■ What is expected ■
Extract each line from the entries below that has the string "Avenue" in it.
*** Begin section ***
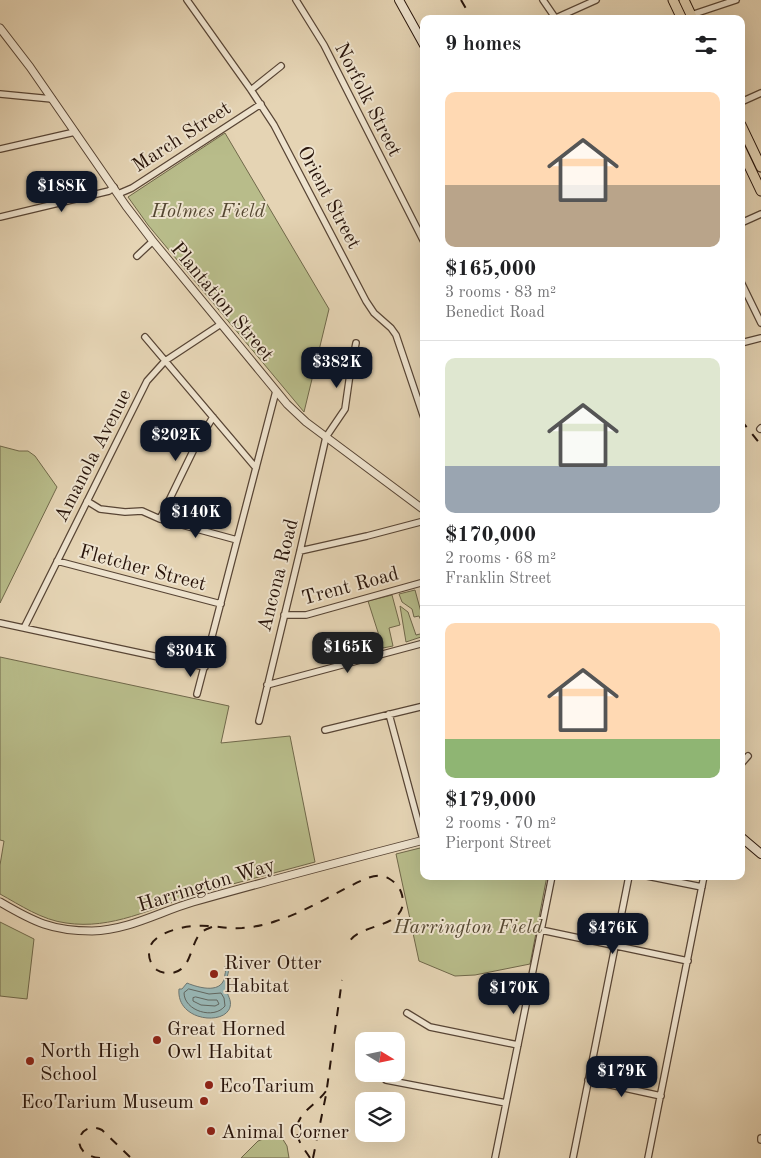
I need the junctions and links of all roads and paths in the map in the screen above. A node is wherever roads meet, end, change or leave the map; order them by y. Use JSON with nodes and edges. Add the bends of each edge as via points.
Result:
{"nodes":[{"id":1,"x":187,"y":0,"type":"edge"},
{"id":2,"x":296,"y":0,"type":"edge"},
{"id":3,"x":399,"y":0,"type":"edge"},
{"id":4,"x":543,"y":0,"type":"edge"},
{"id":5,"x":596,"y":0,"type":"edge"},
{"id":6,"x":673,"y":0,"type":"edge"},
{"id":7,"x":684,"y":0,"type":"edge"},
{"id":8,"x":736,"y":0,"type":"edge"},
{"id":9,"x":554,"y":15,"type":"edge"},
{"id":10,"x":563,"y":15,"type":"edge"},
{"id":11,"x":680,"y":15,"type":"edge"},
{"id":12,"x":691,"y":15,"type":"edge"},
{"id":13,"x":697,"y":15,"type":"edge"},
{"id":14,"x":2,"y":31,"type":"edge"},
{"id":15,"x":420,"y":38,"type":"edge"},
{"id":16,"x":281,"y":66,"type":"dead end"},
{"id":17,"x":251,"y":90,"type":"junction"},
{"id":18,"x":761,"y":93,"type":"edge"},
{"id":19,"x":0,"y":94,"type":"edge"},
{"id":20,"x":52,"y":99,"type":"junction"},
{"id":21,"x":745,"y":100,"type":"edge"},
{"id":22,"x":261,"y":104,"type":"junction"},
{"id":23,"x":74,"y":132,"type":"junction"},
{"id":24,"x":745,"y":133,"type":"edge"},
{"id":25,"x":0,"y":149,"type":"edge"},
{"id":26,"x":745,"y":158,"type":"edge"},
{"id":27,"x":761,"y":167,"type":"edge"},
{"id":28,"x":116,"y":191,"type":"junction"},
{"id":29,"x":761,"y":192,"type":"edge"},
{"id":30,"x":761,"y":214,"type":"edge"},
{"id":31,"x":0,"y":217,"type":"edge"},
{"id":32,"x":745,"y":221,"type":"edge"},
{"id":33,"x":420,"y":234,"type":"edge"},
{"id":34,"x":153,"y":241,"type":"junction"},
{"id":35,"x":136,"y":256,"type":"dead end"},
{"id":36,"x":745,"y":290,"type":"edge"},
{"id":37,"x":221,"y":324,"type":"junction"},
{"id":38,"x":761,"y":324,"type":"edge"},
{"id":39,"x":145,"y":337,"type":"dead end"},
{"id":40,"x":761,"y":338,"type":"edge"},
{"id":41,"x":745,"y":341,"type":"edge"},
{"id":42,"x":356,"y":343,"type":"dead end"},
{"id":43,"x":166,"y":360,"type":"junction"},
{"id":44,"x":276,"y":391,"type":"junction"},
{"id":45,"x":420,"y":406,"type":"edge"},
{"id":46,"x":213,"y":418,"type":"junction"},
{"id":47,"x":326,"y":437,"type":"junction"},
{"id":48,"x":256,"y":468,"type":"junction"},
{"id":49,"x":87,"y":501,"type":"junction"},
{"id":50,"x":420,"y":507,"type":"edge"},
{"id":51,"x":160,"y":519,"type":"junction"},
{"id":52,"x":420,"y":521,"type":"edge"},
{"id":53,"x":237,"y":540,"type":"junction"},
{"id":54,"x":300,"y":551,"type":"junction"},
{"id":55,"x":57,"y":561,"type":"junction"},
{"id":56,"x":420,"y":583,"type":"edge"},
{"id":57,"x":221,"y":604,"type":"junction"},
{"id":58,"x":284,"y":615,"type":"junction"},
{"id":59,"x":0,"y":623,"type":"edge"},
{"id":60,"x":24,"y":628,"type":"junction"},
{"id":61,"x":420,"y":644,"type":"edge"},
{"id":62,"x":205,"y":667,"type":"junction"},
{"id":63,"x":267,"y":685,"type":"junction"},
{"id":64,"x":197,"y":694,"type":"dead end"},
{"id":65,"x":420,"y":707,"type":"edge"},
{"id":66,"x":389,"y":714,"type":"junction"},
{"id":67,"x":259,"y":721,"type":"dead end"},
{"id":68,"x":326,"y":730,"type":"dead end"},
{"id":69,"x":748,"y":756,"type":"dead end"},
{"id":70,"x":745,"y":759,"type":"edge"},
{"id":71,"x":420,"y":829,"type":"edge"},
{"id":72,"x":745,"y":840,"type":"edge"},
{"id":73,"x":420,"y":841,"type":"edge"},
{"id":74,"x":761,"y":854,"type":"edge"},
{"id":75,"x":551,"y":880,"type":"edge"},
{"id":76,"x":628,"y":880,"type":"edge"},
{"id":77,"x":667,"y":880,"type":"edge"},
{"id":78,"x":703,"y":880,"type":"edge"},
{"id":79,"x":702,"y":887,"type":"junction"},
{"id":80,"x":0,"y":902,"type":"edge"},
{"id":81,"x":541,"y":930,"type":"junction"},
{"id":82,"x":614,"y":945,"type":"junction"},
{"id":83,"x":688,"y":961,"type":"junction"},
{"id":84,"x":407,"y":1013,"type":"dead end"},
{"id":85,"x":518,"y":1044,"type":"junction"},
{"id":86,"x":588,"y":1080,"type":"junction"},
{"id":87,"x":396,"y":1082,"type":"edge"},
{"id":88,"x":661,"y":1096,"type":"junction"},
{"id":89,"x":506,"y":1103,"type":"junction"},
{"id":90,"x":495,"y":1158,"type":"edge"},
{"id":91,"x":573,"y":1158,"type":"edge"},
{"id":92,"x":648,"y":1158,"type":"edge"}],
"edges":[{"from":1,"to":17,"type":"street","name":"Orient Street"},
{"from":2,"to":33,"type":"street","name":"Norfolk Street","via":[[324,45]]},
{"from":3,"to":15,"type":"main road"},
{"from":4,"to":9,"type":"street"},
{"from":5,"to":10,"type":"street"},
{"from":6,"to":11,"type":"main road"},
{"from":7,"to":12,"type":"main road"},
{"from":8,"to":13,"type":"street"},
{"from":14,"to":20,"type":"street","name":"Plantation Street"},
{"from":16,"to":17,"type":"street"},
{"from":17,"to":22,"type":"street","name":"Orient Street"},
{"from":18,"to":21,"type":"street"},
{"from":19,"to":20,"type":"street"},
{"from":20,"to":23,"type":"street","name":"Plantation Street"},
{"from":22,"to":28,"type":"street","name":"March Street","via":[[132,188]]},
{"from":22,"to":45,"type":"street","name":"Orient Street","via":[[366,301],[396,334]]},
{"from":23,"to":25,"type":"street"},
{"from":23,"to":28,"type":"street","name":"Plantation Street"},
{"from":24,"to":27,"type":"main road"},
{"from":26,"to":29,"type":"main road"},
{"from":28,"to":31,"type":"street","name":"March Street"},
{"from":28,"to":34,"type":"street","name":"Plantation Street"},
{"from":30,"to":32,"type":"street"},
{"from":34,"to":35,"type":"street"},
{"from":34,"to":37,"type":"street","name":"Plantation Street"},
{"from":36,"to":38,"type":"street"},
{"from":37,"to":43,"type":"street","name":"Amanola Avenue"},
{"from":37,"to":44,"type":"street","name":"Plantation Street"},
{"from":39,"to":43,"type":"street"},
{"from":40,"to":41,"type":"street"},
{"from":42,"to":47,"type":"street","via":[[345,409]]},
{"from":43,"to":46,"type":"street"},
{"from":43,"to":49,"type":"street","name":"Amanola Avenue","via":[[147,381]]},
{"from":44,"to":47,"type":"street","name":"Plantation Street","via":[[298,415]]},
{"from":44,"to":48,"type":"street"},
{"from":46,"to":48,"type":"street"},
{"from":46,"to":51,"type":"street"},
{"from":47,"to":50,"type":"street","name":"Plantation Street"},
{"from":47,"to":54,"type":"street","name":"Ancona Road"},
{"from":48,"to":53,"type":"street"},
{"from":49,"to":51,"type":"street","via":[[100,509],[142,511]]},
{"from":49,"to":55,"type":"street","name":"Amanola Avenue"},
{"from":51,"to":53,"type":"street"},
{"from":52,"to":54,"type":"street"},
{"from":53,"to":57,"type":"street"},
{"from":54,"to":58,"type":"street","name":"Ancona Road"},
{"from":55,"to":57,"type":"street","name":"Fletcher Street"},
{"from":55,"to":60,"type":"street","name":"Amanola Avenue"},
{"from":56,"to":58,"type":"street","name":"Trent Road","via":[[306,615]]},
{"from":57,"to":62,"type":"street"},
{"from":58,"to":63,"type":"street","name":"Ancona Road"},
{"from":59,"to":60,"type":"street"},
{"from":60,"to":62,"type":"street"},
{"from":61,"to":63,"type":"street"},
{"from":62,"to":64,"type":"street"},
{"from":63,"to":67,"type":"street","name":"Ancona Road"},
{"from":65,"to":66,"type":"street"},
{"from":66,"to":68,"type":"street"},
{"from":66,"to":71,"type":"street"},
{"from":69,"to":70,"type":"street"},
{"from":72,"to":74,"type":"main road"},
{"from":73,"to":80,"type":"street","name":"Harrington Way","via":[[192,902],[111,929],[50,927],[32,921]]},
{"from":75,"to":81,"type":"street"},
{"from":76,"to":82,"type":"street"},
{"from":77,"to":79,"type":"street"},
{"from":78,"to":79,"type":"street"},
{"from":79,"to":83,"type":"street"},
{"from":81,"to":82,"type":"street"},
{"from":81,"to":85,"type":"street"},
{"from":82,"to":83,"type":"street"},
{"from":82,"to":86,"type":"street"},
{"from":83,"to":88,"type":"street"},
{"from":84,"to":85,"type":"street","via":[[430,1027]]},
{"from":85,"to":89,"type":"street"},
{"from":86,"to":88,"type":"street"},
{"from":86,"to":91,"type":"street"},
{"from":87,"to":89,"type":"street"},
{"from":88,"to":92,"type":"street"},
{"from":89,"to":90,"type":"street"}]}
*** End section ***
■ Written answer ■
{"from":37,"to":43,"type":"street","name":"Amanola Avenue"},
{"from":43,"to":49,"type":"street","name":"Amanola Avenue","via":[[147,381]]},
{"from":49,"to":55,"type":"street","name":"Amanola Avenue"},
{"from":55,"to":60,"type":"street","name":"Amanola Avenue"},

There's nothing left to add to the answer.